LONDON/SINGAPORE, July 3 (Reuters) – The yen fell on Monday to near eight-month lows against the dollar with investors saying intervention was in sight, while ahead of the 4 July holiday, the dollar edged up after U.S. economic data last week showed slightly easing inflation and consumer spending.
The yen weakened 0.35% to 144.82, after on Friday touching its lowest level against the greenback since November. It lost 9% against the dollar in the first six months of the year.
Against the euro, the yen flattened at 158.08, just under the 15-year low of 158 it touched last week as investors keep an eye on whether Japanese authorities will intervene in the currency market.

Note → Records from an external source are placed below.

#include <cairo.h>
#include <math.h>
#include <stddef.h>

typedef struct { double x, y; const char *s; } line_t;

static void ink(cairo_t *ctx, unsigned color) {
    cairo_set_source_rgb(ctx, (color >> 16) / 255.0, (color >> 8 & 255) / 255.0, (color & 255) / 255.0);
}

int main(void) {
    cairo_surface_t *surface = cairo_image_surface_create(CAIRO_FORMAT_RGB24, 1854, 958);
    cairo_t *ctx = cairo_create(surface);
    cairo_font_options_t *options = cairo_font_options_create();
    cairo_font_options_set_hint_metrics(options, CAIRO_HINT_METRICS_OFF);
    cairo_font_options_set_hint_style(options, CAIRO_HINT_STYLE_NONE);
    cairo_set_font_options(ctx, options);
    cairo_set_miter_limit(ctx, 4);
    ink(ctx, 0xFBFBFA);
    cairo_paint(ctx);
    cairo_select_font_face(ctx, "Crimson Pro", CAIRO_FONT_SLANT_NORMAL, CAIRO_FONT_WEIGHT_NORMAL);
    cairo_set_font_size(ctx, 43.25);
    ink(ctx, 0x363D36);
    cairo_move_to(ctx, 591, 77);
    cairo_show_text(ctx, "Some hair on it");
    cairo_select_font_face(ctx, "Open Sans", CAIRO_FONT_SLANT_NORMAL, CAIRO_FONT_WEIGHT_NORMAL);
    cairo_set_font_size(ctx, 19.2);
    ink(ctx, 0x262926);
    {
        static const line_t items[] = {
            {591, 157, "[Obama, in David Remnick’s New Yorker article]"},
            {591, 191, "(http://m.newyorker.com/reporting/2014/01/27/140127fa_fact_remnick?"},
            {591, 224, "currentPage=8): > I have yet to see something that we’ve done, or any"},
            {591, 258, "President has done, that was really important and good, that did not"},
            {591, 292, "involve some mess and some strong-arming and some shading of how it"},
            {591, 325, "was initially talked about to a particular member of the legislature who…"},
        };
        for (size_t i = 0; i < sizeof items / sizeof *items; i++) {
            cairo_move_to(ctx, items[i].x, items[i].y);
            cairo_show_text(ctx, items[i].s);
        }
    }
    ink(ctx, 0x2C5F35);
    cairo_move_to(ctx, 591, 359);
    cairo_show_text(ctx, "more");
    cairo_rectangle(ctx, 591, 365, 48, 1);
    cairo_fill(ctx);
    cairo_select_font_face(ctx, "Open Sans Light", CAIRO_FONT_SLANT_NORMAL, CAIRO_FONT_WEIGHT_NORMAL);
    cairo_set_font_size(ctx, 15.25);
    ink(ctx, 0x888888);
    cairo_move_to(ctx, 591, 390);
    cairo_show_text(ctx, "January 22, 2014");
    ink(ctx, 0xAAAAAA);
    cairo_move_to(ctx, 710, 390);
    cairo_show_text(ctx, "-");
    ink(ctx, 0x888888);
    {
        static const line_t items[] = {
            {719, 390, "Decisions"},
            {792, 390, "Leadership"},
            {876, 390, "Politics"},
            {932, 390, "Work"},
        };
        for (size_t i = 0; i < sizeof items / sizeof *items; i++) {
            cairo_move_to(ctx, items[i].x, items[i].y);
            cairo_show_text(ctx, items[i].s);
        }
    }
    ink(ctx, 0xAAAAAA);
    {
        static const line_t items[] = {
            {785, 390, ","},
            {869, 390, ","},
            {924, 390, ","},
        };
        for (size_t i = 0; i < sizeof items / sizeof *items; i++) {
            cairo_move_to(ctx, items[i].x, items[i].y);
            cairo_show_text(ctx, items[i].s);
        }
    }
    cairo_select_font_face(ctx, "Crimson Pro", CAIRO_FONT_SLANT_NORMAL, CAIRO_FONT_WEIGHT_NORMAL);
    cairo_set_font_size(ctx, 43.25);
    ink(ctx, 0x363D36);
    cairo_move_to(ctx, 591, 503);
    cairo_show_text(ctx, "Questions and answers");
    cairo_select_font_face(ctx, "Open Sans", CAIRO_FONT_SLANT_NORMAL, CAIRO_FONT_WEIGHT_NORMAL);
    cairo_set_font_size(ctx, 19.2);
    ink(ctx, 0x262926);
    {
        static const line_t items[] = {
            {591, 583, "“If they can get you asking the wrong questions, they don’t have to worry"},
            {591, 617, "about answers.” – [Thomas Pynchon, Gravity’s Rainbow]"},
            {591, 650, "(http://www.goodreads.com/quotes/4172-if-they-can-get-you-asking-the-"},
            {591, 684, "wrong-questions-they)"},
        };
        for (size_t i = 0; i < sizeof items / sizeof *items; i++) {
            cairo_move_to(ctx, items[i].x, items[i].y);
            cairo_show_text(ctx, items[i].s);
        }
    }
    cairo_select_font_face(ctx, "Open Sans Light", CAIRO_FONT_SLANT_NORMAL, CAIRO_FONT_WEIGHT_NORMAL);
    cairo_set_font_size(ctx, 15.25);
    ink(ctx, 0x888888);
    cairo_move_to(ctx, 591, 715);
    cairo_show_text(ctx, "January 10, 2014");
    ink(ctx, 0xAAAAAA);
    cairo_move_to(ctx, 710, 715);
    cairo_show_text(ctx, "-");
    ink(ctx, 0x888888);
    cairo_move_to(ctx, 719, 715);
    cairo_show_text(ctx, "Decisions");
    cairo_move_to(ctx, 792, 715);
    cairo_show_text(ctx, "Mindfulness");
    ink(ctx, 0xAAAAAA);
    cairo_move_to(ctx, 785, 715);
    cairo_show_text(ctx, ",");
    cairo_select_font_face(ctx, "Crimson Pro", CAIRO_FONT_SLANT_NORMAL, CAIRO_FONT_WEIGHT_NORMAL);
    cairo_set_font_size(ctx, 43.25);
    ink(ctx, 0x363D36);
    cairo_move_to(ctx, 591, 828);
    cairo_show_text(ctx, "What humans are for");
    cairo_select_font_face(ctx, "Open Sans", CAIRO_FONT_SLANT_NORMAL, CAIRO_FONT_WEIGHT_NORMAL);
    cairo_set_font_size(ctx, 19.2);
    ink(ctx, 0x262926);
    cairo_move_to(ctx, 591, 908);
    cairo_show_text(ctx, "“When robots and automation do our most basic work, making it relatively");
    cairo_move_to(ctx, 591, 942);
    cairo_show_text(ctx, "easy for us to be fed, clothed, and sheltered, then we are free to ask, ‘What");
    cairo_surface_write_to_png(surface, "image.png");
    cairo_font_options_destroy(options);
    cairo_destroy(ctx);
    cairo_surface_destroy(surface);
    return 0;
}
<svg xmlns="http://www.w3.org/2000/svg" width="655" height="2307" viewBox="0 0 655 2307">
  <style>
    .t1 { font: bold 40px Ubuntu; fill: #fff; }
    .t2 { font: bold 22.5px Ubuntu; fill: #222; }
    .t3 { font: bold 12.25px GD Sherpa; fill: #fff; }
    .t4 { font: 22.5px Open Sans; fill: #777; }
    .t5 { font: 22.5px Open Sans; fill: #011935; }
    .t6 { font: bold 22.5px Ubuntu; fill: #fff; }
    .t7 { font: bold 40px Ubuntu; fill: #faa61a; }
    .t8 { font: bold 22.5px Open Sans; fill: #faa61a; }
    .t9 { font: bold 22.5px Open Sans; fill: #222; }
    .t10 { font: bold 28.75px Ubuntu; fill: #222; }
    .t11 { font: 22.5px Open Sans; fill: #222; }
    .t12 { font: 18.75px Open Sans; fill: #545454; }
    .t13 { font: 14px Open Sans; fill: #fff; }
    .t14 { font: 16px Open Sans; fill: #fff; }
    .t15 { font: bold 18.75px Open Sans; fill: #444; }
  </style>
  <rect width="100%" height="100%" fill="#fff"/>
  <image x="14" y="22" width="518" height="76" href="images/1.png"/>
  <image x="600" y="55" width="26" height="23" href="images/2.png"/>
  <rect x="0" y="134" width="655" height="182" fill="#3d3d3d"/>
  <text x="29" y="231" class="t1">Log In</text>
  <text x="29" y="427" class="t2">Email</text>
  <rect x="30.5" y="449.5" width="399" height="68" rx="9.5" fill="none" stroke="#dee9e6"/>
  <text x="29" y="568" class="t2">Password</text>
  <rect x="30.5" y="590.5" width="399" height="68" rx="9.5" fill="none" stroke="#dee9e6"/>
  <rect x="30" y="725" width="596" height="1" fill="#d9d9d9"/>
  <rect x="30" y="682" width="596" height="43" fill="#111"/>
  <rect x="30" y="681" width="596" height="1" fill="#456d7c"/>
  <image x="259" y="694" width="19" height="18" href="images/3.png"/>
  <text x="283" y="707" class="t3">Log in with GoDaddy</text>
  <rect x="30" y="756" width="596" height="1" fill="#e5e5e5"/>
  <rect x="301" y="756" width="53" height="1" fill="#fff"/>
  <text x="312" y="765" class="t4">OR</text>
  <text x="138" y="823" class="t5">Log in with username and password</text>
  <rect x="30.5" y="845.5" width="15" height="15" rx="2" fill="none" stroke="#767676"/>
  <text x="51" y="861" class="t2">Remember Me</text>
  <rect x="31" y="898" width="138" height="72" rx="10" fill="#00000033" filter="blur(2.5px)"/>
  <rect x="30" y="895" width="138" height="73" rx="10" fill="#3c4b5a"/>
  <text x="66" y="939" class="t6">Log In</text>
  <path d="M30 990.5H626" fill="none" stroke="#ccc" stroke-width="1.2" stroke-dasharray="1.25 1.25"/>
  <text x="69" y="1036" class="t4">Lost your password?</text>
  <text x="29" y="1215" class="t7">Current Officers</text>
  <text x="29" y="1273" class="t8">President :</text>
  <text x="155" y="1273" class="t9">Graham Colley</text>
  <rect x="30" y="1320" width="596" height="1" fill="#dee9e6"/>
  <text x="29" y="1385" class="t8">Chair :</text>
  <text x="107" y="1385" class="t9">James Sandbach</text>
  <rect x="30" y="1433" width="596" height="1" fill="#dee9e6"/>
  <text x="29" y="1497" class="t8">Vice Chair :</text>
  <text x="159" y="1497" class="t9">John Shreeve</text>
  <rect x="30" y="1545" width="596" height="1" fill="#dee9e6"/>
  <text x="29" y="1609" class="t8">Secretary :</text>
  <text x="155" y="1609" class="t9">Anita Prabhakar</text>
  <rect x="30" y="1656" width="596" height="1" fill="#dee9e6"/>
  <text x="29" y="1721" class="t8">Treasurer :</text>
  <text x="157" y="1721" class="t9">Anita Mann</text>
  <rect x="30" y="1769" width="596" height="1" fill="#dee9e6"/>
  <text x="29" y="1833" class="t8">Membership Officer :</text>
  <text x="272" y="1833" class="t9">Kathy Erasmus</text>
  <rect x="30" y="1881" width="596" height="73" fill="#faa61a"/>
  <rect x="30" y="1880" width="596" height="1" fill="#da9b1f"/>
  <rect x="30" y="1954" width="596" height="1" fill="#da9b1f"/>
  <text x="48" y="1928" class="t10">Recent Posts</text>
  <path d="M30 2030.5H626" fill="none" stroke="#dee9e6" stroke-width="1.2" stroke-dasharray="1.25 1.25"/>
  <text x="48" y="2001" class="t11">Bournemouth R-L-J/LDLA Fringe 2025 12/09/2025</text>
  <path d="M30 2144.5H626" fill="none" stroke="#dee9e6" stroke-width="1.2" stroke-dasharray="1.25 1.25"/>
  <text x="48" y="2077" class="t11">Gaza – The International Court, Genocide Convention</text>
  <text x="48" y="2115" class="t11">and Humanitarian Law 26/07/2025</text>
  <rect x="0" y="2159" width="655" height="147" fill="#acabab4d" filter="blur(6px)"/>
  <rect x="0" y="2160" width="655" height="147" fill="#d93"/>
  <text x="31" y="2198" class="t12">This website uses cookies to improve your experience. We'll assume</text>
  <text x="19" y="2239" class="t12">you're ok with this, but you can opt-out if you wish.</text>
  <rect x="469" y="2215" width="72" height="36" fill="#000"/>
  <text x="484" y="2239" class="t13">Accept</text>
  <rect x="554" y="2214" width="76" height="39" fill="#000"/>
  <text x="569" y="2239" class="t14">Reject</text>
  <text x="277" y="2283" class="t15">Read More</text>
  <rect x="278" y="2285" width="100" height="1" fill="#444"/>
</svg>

Finance Minister Shunichi Suzuki said on Friday Japan would take appropriate steps in response to excessive yen weakening, in the latest comment from government ministers and officials.
“The yen is on intervention watch, and the next data focus is Japan’s May wage growth due 7 July,” said Paul Mackel, Global Head of FX Research at HSBC.
Japan bought yen in September, its first foray in the market to boost its currency since 1998, after a Bank of Japan (BOJ) decision to maintain ultra-loose policy drove the yen as low as 145 per dollar.
It intervened again in October after the yen plunged to a 32-year low of 151.94.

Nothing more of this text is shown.